BIRDING THE LUNE ESTUARY THE FOREST OF BOWLAND AND BEYOND.................................................................................BRENT GEESE HEYSHAM PETE WOODRUFF

Tuesday, 5 July 2011

An even closer look.


There's an excellent 'Closer Look' Gallery which has recently been brought up to date on the Flyde Bird Club website and the American Golden Plover, Blue-headed Wagtail, Temminck's Stint, Kentish Plover, and White Stork are all examples of what you will find HERE 

Blue-headed Wagtail.

One of the birds featured on the Fylde Bird Club website is the Blue-headed Wagtail (BHW) and I've been taking a closer look for myself at this bird.

The fact that continental Yellow Wagtails differed from the British form escaped the attentions of ornithologists until the early 1830's when the distinction was eventually noted, and in 1834 at Colchester in Essex the first British record of a continental BHW was made. This form of the continental race is the most common one to reach Britain, and breeding with the British flavissima is today recorded almost annually.

American Golden Plover.

The first record of an American Golden Plover (AGP) - a North American vagrant - in the Lancashire and North Merseyside area was of a bird with Golden Plovers at Marshside in November 1984, four years later another was found at Fleetwood in September 1988.

The next record of an AGP in Lancashire became famous for both me and for the county, in my case it was the bird I 'twitched' with my old friend and mentor the late John Leedal, and for the county it became the first long staying AGP for Lancashire.
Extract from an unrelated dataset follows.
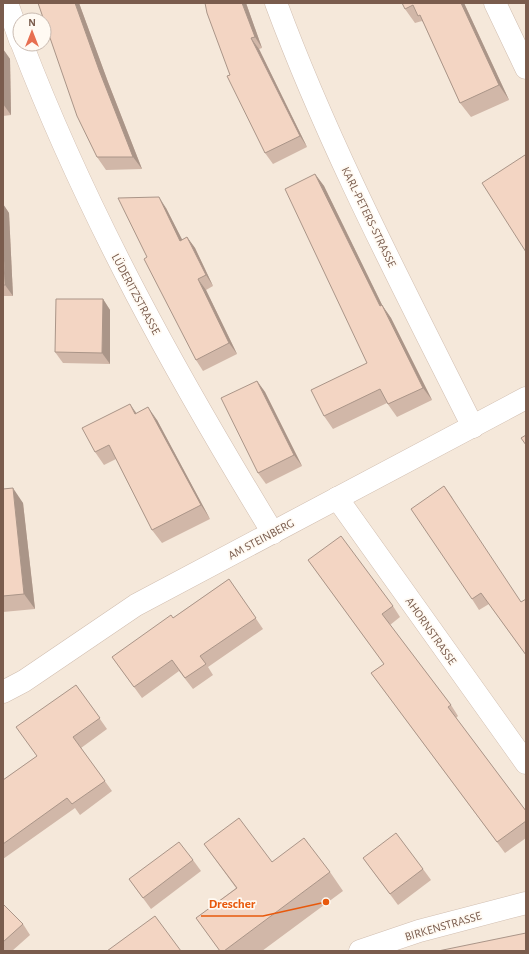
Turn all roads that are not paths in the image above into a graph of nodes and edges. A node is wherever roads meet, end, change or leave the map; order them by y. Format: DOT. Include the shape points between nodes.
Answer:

This bird was found at Fishmoor Reservoir, Blackburn on 28 October 1995, and was last seen on 11 November which was the date JL and I went to see the bird and therefore we were amongst the last birders to see this individual. Having looked up my record of the bird I found I'd made the following note....

'After a three hour wait to see if the grim weather we had traveled to Blackburn in would clear up - which it didn't - and following a further period searching for the bird in rain we discovered it with the c.200 Golden Plovers it had been in the company of for almost two weeks now, we eventually had excellent views of the AGP, also of note here was a female Common Scoter'. The note ends....'A Good Day'.

Yellow Wagtail. Simon Hawtin

The Yellow Wagtail to be found in our area of North Lancashire is that of a scarce and declining migrant breeder of probably no more than 'one or two' pairs. The most reliable site I know of for seeing this species is/was the Halforth/Heversham Moss area where I've neither heard nor seen the place mentioned this year, though I have to confess to not having been there to see for myself.  

For the record....I have been given permission to post the photographs of the BHW/AGP.